▶ **WHAT TO PRODUCE**
If a line below contains the string "lane", copy it out.

▶ **RECORDS TO USE**
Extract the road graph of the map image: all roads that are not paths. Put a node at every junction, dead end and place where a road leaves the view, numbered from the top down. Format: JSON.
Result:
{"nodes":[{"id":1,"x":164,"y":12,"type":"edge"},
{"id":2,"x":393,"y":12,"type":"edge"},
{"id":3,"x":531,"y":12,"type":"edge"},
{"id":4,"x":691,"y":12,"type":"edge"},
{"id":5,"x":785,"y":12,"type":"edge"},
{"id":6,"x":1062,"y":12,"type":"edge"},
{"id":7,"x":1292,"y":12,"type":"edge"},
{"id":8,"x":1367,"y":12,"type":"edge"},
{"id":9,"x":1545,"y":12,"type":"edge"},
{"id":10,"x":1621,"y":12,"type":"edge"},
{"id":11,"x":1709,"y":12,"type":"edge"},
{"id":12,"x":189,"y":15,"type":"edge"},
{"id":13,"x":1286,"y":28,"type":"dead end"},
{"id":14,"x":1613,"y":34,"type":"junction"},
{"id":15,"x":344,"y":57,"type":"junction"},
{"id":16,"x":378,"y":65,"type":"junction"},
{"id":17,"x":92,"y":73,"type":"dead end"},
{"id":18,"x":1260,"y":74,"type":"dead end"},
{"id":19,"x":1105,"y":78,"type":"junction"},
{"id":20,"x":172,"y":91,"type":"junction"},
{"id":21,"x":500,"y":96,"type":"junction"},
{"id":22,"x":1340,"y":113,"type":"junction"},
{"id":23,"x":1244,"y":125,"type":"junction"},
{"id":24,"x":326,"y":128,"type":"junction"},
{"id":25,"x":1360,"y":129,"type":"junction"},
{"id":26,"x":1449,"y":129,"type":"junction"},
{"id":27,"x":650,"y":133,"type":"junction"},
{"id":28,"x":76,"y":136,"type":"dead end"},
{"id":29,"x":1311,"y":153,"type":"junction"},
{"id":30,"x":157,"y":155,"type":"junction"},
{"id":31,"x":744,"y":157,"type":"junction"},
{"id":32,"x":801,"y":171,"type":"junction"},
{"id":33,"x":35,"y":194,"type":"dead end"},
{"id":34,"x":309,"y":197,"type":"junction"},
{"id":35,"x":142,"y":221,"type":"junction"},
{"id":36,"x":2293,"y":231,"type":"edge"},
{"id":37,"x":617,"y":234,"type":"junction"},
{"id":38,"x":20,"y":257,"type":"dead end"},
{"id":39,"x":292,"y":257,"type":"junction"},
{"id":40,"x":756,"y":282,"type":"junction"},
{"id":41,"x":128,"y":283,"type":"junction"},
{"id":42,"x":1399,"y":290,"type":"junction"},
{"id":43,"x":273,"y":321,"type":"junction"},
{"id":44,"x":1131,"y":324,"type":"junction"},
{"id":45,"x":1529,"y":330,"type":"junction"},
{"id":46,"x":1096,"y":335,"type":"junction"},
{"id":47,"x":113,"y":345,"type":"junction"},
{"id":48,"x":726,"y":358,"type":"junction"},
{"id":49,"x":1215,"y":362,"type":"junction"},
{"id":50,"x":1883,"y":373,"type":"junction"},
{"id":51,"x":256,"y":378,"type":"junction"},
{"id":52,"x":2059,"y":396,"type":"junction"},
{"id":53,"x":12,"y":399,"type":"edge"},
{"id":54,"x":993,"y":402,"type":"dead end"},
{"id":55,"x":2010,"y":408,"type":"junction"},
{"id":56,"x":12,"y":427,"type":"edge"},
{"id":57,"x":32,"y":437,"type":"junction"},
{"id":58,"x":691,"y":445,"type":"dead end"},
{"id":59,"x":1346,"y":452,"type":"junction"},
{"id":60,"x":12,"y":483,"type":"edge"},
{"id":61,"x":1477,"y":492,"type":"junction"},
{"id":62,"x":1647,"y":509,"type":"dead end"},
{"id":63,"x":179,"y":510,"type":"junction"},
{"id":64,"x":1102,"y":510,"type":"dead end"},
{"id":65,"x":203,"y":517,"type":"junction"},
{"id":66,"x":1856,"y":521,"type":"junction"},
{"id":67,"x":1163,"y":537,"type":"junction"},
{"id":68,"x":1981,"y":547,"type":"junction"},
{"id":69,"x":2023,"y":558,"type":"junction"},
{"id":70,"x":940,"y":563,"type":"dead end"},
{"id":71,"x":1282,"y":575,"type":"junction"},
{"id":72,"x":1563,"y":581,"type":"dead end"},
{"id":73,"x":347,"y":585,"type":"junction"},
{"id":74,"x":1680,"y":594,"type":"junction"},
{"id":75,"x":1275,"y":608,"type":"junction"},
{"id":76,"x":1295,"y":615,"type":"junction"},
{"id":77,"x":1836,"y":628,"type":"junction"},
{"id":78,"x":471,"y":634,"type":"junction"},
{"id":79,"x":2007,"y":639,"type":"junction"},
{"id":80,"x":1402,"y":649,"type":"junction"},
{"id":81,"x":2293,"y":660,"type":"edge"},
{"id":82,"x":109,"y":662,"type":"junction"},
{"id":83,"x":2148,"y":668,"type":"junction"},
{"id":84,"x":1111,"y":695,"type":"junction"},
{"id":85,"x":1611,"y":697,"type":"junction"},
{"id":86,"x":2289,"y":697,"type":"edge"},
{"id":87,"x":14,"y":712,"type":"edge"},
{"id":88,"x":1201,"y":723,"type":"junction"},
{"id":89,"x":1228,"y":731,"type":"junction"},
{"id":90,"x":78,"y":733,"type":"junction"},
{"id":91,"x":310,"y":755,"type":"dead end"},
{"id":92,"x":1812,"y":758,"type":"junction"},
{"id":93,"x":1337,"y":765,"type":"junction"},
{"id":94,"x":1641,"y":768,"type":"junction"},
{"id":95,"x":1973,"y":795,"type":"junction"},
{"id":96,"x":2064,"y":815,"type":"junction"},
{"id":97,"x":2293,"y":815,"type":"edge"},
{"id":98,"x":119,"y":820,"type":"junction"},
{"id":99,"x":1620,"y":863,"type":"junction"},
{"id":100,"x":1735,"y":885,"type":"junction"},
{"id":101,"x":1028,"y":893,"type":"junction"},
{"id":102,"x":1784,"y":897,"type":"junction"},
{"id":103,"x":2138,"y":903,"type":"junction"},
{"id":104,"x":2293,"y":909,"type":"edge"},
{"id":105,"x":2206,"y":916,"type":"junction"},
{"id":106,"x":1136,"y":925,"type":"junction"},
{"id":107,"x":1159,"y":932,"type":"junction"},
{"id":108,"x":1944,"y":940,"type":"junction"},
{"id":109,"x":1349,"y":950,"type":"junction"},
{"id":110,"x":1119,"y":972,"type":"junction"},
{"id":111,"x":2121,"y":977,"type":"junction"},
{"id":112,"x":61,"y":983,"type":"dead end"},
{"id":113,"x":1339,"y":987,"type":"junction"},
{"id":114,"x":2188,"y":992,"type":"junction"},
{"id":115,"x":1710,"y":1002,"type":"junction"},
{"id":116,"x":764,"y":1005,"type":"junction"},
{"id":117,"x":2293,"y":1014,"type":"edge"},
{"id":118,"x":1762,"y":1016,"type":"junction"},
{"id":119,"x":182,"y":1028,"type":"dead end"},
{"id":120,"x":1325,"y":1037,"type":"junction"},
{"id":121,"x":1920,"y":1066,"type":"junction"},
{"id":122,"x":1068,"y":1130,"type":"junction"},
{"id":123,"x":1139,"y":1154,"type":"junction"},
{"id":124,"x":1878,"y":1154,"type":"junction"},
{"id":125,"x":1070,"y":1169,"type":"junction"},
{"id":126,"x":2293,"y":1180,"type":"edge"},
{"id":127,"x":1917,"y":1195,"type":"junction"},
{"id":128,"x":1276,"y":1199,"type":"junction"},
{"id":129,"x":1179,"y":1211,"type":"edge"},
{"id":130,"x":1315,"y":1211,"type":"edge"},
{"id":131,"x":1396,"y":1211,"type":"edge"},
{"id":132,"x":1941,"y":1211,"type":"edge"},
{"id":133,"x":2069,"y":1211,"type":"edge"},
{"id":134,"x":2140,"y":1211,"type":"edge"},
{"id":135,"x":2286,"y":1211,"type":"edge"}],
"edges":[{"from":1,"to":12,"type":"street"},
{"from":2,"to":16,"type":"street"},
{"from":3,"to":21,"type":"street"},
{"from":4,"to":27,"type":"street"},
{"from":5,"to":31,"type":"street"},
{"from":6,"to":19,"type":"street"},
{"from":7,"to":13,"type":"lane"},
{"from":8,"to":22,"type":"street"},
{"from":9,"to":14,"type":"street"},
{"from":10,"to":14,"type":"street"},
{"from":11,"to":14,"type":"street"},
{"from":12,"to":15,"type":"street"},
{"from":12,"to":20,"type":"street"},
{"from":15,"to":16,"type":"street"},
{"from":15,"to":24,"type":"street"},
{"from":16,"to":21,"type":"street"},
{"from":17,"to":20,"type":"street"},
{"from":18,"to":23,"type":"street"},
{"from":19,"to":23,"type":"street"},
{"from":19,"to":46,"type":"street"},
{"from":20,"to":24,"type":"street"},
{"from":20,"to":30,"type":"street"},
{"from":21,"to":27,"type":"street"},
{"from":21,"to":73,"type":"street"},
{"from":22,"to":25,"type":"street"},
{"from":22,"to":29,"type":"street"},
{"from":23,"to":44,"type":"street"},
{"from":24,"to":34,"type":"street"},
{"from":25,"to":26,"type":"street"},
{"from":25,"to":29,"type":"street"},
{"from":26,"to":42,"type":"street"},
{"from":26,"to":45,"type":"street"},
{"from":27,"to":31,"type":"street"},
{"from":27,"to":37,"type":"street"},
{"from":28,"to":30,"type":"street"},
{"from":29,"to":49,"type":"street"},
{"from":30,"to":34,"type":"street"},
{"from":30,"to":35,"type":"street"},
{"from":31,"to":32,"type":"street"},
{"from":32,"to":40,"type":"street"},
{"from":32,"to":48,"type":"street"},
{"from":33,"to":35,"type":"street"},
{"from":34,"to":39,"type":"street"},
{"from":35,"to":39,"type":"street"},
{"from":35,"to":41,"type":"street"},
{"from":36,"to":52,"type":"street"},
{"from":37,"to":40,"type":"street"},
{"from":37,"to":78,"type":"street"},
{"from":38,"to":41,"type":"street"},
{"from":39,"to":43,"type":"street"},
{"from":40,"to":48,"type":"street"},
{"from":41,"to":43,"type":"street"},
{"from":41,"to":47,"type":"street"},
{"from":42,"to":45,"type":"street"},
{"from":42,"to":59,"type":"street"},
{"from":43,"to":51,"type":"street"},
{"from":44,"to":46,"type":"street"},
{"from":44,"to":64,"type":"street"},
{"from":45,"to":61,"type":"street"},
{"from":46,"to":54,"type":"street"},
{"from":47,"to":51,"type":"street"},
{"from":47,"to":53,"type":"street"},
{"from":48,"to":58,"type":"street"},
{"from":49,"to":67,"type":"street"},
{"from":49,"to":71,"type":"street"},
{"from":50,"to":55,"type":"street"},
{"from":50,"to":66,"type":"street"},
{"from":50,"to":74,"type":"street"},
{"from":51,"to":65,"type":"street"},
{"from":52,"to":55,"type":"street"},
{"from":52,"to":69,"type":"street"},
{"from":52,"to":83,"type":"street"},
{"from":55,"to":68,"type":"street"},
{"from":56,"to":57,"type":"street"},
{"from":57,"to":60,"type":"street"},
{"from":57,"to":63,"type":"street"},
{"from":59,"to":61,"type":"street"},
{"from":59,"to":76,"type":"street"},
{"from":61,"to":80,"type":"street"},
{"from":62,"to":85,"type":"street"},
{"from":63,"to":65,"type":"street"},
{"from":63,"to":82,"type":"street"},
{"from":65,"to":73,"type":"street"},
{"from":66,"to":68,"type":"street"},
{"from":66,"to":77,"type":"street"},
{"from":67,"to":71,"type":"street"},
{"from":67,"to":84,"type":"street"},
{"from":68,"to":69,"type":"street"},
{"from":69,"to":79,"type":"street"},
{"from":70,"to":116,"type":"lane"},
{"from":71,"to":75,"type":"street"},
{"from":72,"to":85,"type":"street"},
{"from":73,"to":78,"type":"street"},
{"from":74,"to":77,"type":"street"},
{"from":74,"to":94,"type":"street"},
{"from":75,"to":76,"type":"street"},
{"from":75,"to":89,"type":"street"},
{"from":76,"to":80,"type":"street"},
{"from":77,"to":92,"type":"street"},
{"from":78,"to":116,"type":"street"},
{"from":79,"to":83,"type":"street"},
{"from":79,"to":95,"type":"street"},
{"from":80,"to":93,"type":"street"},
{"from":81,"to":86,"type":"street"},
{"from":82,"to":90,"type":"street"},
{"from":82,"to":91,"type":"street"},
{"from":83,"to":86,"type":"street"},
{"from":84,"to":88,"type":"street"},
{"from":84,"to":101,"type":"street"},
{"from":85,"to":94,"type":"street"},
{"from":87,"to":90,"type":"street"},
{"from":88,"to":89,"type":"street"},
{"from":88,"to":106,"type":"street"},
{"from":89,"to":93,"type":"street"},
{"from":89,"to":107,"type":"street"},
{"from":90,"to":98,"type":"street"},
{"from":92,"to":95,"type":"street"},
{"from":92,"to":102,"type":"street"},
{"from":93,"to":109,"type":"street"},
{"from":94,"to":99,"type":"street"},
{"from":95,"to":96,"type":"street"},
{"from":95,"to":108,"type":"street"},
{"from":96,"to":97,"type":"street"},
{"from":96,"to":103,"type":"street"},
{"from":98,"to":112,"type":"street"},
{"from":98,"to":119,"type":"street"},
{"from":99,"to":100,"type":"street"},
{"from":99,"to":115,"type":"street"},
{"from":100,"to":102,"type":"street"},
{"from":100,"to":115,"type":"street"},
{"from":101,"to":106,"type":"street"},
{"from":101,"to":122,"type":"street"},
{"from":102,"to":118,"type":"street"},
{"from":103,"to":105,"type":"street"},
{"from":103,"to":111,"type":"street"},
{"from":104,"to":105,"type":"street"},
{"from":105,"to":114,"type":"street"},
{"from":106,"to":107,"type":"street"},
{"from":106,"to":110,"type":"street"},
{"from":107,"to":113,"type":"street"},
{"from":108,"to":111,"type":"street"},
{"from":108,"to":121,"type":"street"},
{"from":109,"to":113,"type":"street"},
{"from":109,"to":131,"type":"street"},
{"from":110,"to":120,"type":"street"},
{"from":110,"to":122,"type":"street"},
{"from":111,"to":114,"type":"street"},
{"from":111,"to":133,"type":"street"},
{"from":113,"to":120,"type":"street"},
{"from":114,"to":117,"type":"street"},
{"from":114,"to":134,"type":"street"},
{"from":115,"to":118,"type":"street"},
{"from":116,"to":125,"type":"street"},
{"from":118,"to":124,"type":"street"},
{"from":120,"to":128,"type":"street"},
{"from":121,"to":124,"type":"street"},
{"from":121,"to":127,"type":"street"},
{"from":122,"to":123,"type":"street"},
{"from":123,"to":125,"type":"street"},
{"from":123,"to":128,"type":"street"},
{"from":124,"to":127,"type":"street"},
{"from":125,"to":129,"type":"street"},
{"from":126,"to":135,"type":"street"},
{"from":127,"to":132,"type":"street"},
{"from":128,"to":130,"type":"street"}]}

▶ **RESULT BELOW**
{"from":7,"to":13,"type":"lane"},
{"from":70,"to":116,"type":"lane"},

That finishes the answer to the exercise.